How Parent Bias Harms: A Personal Account
I was a fairly confident parent until my daughter developed an eating disorder at the age of 14. I was also a competent parent. I was used to being treated as a good mom, because that’s what I was. But then, my daughter developed an eating disorder, and I was viewed with suspicion and distrust by her treatment team, straight out of the gate. Our family was pathologized. My daughter’s treatment team was digging for family dysfunction, set on me being a psychologically controlling mother who caused her daughter’s eating disorder, without getting to know us at all as parents or as a family. They were pulling our daughter away from us at a time when she needed us the most, and I was truly baffled until I started reading literature on eating disorders featuring old-school, misguided thinking on the cause of eating disorders (Spoiler alert–it’s the mother). It was then that I realized how biased my daughter’s providers were against parents, and how looking for a “root cause” which didn’t exist within the family was negatively impacting her treatment and stunting her ability to recover. It was damaging our family as a whole. At a time when we should have been empowered, built up, and supported as parents, our daughter’s providers were tearing us down. At a time when we should have been guided on how to effectively engage in our daughter’s recovery, her treatment team was too busy pouring salt into our gaping wounds by deliberately shutting us out of treatment, leaving my daughter’s eating disorder untreated and unchecked. I felt powerless and hopeless watching my daughter getting sicker and sicker and not knowing how to help her. It was only when we found different treatment–good treatment which was inclusive of parents–that we were able to find our footing as effective caregivers. Once we were activated to be part of the solution, and not labeled as part of the problem, our daughter was able to begin her recovery journey.

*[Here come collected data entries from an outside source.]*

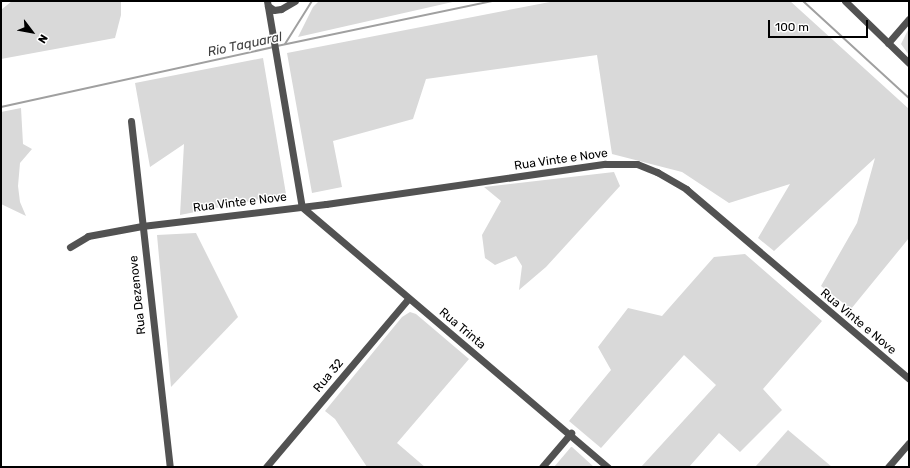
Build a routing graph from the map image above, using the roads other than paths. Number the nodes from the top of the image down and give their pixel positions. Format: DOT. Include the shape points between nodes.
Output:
graph roads {
  1 [pos="295,1"];
  2 [pos="844,1"];
  3 [pos="268,3"];
  4 [pos="909,19"];
  5 [pos="888,43"];
  6 [pos="909,63"];
  7 [pos="131,121"];
  8 [pos="302,207"];
  9 [pos="142,226"];
  10 [pos="70,247"];
  11 [pos="408,299"];
  12 [pos="909,380"];
  13 [pos="571,433"];
  14 [pos="909,443"];
  15 [pos="170,467"];
  16 [pos="266,467"];
  17 [pos="542,467"];
  18 [pos="608,467"];
  19 [pos="888,467"];
  1 -- 3 [label="street" via="274,10"];
  2 -- 5 [label="street"];
  3 -- 8 [label="street"];
  4 -- 5 [label="street"];
  5 -- 6 [label="street"];
  7 -- 9 [label="street, Rua Dezenove"];
  8 -- 9 [label="street, Rua Vinte e Nove"];
  8 -- 11 [label="street, Rua Trinta"];
  8 -- 12 [label="street, Rua Vinte e Nove" via="605,164 636,164 658,172 686,189"];
  9 -- 10 [label="street, Rua Vinte e Nove" via="88,236"];
  9 -- 15 [label="street, Rua Dezenove"];
  11 -- 13 [label="street, Rua Trinta"];
  11 -- 16 [label="street, Rua 32"];
  13 -- 17 [label="street"];
  13 -- 18 [label="street, Rua Trinta"];
  14 -- 19 [label="street"];
}
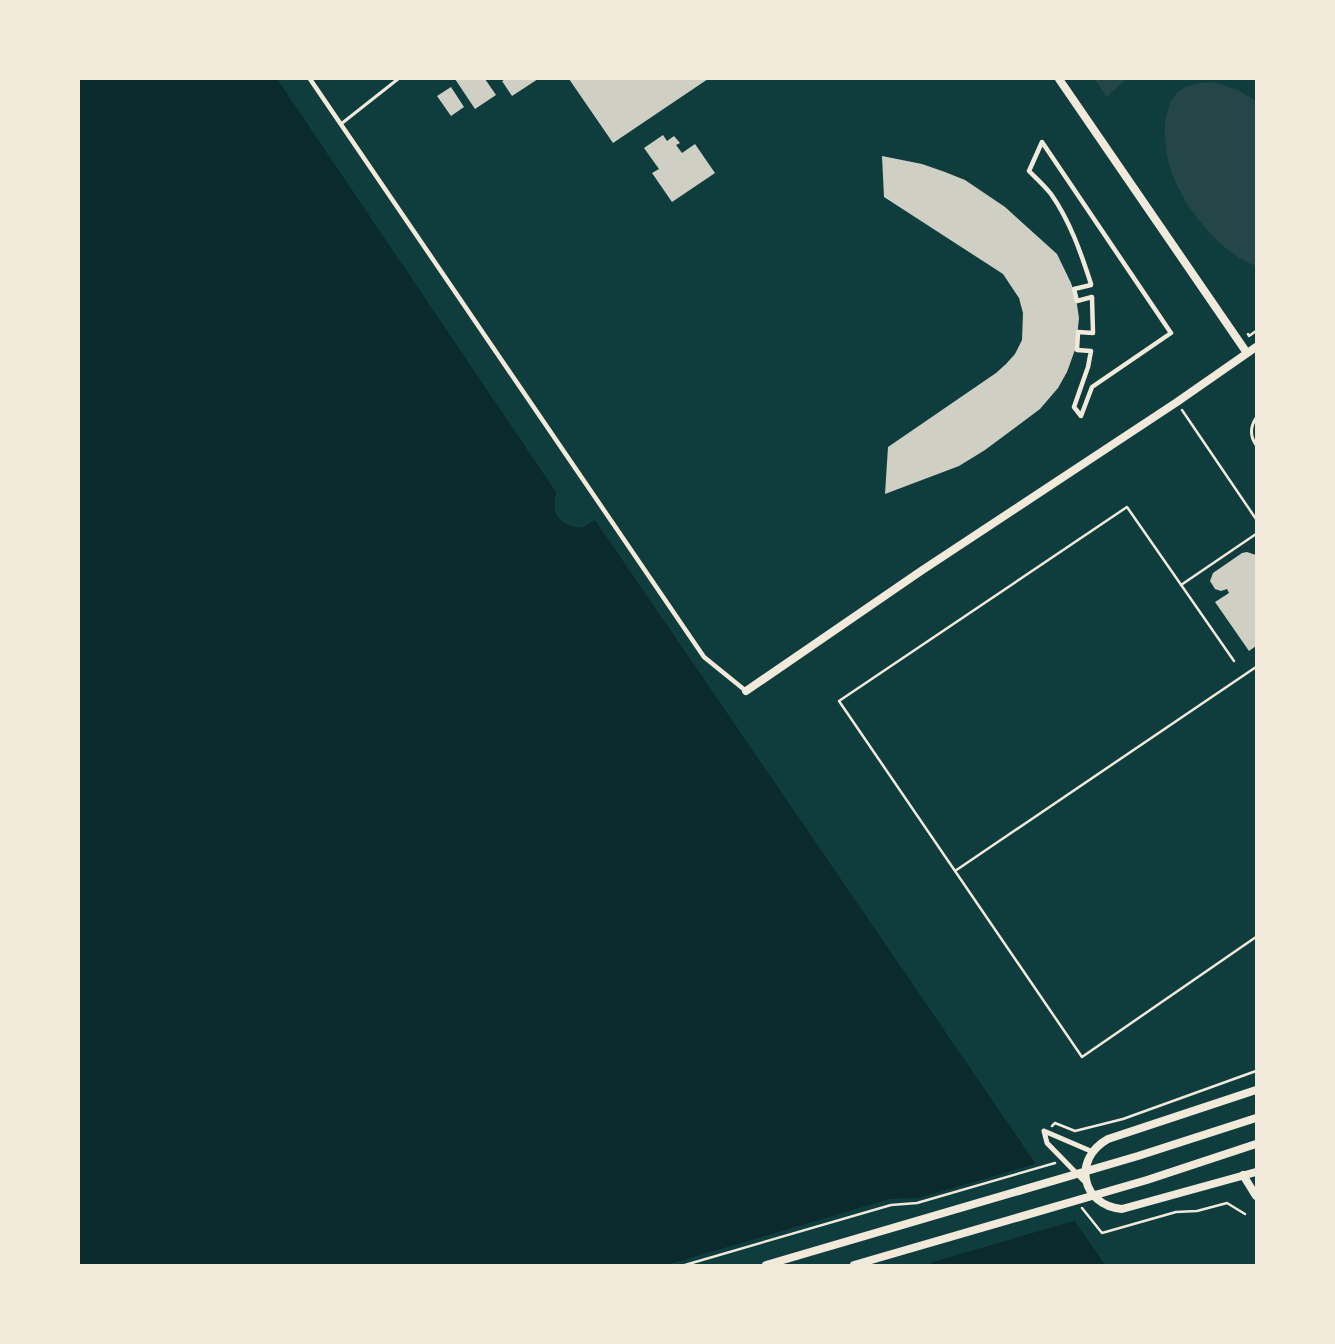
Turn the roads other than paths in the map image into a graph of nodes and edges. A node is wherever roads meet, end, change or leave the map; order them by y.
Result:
1 (310, 79) edge
2 (398, 79) edge
3 (1058, 79) edge
4 (340, 124) junction
5 (1092, 298) joint
6 (1256, 347) edge
7 (1247, 353) junction
8 (1256, 418) edge
9 (1256, 445) edge
10 (746, 691) joint
11 (1256, 1090) edge
12 (1256, 1118) edge
13 (1256, 1144) edge
14 (1092, 1152) junction
15 (1256, 1172) edge
16 (1243, 1175) junction
17 (1087, 1183) junction
18 (1256, 1196) edge
19 (766, 1265) edge
20 (854, 1265) edge

1 - 4 street
2 - 4 lane
3 - 7 street
4 - 10 street
5 - 5 street
6 - 7 street
7 - 10 street
8 - 9 lane
11 - 14 street
12 - 19 street
13 - 20 street
14 - 17 street
14 - 17 street
15 - 16 street
16 - 17 street
16 - 18 street

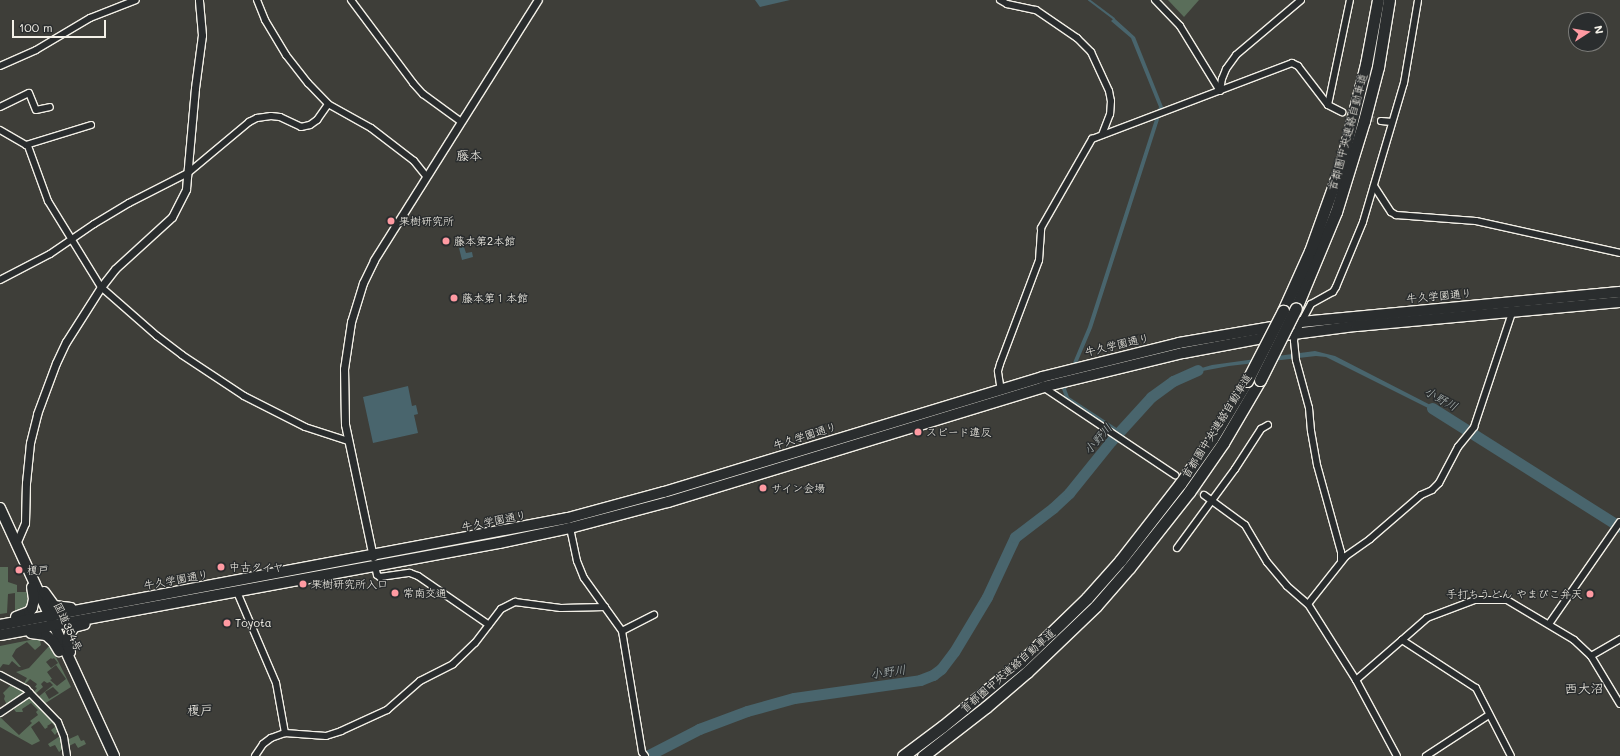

Sadly, that journey had a tragic ending. We lost our daughter to her eating disorder and suicide almost 5 years ago, after a brave 13 year battle. While I try very hard not to cast blame, I have little doubt that the parent bias which we experienced at the beginning of treatment likely contributed to her inability to recover. It did irreparable damage, and it definitely caused us all extra and unnecessary suffering and pain, which is the antithesis of “do no harm.”.
When your child is diagnosed with an eating disorder, it rips your world apart and shatters your confidence as a parent. Many of us, myself included, watch it develop in front of our eyes, without realizing it. When a child develops an eating disorder, parents need to get ahead of a huge learning curve, tolerate a tremendous amount of distress, and learn how to support their person with an eating disorder to the finish line of recovery. It can be counter-intuitive; and even when it isn’t, I know that I, for one, felt like my intuition had failed me while my daughter was developing an eating disorder. I missed it at first, so I felt like I couldn’t trust my intuition anymore. I felt completely disempowered as a parent. And the thing is, that a parent who is disempowered will not have the strength and fortitude necessary to support their child’s recovery.
Parents, educate yourselves. Find a community of support, like F.E.A.S.T, who can guide you through the difficult challenges that you are facing. No parent should ever have to walk this journey alone.